The future is never certain, so a level of planning for unforeseen events is always a good idea. When it comes to estate planning, individuals use it to arrange the management of assets during their lives in the event of incapacitation or death.

Estate planning is especially important when:

  • You have children: As the patriarch or matriarch of the family, planning for your family’s prosperity is probably top of mind – as it should be. While adult children likely will not need financial assistance once you pass on, making sure they are not left with a financial burden is important.
  • You have philanthropic goals: In some cases, a person has plans to donate part of their estate to a charity. For tax purposes, it may be preferable to leave assets for a charity or non-profit in a Traditional IRA.
  • You are preparing to be incapacitated due to illness: You can never plan far enough ahead to anticipate an illness. However, if you know your health could significantly decline, you should draft documentation such as a financial power of attorney to appoint someone you trust to make financial decisions when you cannot.
  • You have concerns regarding the probate process: One of the lesser-known reasons for estate planning includes minimizing delays, loss of privacy, and expenses during the probate process.

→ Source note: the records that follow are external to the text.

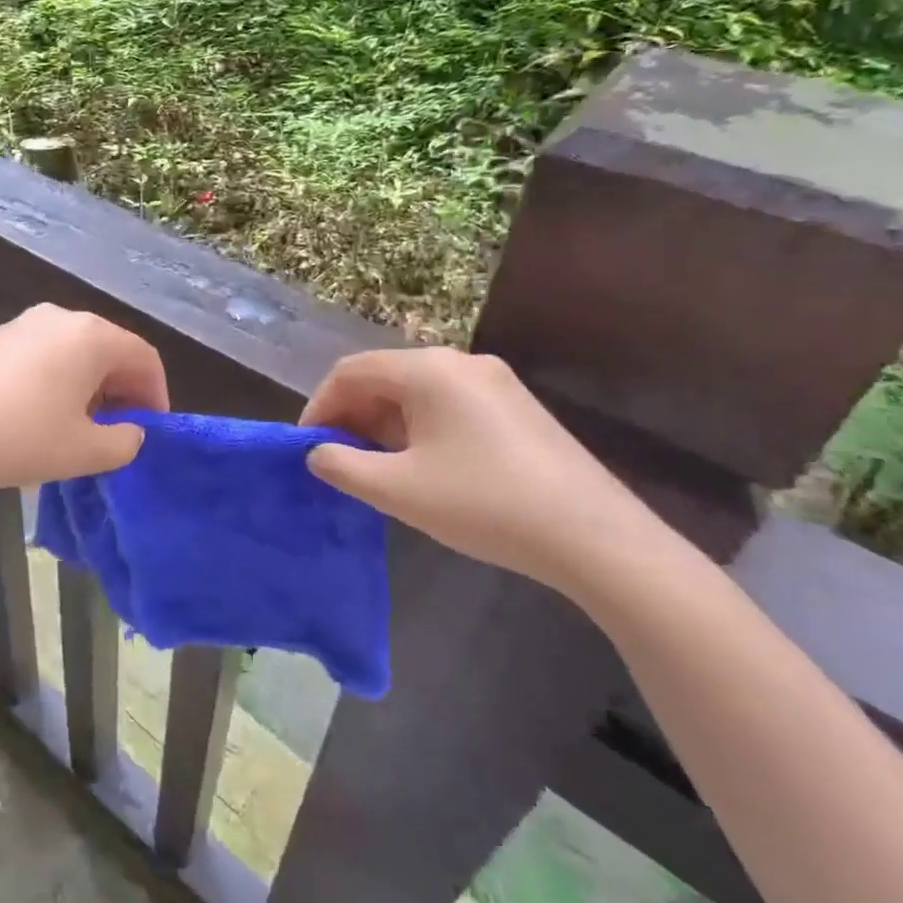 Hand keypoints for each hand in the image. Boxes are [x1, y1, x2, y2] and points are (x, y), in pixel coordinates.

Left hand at [0, 304, 168, 496]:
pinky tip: (32, 417)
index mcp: (89, 336)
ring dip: (84, 386)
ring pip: (69, 352)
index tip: (151, 430)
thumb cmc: (18, 439)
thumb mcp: (83, 452)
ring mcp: (18, 324)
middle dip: (120, 390)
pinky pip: (35, 356)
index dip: (156, 394)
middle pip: (106, 349)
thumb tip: (130, 433)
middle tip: (117, 431)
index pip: (142, 356)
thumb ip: (124, 443)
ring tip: (76, 427)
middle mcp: (57, 318)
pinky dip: (50, 381)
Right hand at [300, 347, 665, 596]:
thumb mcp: (398, 490)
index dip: (320, 406)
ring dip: (384, 423)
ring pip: (417, 392)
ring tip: (374, 467)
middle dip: (352, 415)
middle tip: (337, 459)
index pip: (351, 371)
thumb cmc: (484, 505)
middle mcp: (460, 363)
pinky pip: (448, 404)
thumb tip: (317, 453)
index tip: (306, 446)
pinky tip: (421, 466)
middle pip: (384, 377)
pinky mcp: (516, 407)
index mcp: (428, 370)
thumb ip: (342, 467)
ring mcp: (494, 383)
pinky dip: (419, 427)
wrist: (596, 538)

How Do You Prepare for Wealth Transference?

Preparing for the unknown is never easy. However, giving your loved one’s peace of mind that your finances are properly managed will make preparation much smoother and remove any ambiguities.

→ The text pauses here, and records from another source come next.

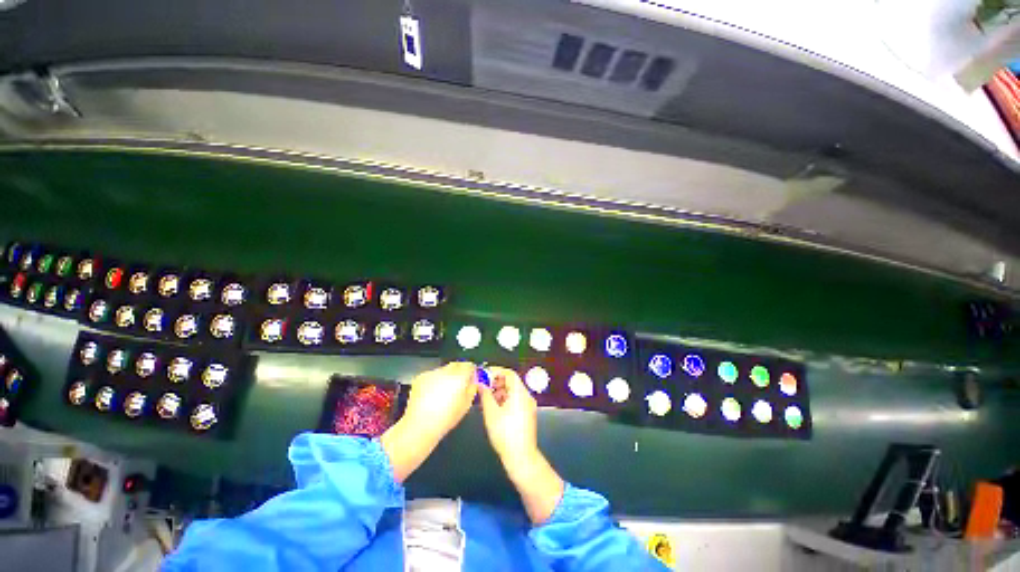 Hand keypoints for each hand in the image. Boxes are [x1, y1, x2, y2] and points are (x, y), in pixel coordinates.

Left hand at [381, 362, 476, 482]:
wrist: (420, 425)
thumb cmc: (446, 418)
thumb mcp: (467, 405)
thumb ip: (472, 388)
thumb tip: (473, 381)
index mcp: (459, 376)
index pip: (469, 365)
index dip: (471, 371)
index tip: (471, 377)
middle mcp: (445, 371)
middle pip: (456, 365)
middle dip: (459, 372)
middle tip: (459, 384)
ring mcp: (432, 373)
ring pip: (444, 370)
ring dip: (446, 377)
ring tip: (443, 393)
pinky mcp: (420, 377)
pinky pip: (432, 375)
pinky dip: (434, 381)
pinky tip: (432, 394)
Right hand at [477, 367, 537, 464]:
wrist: (521, 457)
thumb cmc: (505, 434)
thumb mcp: (490, 412)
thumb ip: (485, 394)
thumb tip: (480, 382)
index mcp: (520, 393)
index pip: (509, 373)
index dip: (496, 372)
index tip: (484, 375)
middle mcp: (526, 396)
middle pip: (512, 382)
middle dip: (497, 382)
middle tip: (484, 387)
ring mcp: (528, 406)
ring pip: (513, 391)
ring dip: (500, 391)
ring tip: (487, 399)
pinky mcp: (527, 414)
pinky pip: (516, 400)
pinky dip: (505, 400)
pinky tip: (494, 409) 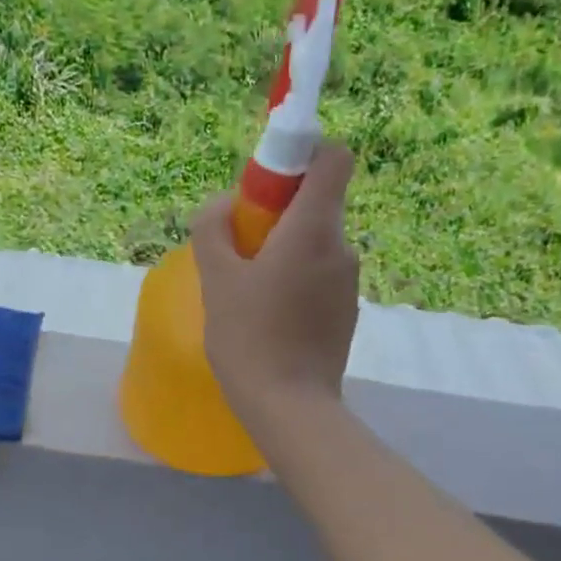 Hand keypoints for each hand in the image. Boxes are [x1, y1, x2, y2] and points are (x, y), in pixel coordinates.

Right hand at [191, 143, 360, 430]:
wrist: (290, 406)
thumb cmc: (249, 337)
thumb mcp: (217, 279)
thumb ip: (213, 230)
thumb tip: (219, 204)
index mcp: (314, 229)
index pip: (333, 158)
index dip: (303, 154)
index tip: (265, 181)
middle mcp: (341, 247)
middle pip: (315, 202)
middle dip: (277, 212)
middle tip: (239, 246)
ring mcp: (348, 282)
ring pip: (314, 242)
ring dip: (282, 249)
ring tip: (247, 289)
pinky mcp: (346, 311)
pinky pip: (318, 274)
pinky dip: (294, 279)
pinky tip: (267, 316)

  1. Discuss specific financial details with loved ones. Many people avoid talking about personal finances because it can be an uncomfortable conversation. However, it’s important to ensure your loved ones are familiar with the details of your estate so, if your circumstances change, they will be well prepared to manage it or oversee the assets properly.
  2. Involve loved ones in the estate planning process. While discussing your finances with your family or other loved ones is important, involving them in your estate planning process is just as—possibly, more—important. This will help generate dialog about the details of your estate, how it will be distributed, and to whom it will be distributed.
  3. Discuss your values and hopes for business assets. It’s not wise to assume that your family will continue with any business ventures you’ve begun once you’re unable to. Discussion your vision for a business will help your loved ones plan for the business and who will assume control—whether it be a family member or an outside party. Clarify now so they aren’t left guessing later.
  4. Organize financial documents and keep them centrally located. If you’re not already, it’s time to organized all your important documents so your loved ones aren’t left sifting through piles of documentation. Keep all of your important documents related to your estate in a secure, but central location and inform your family members of that location.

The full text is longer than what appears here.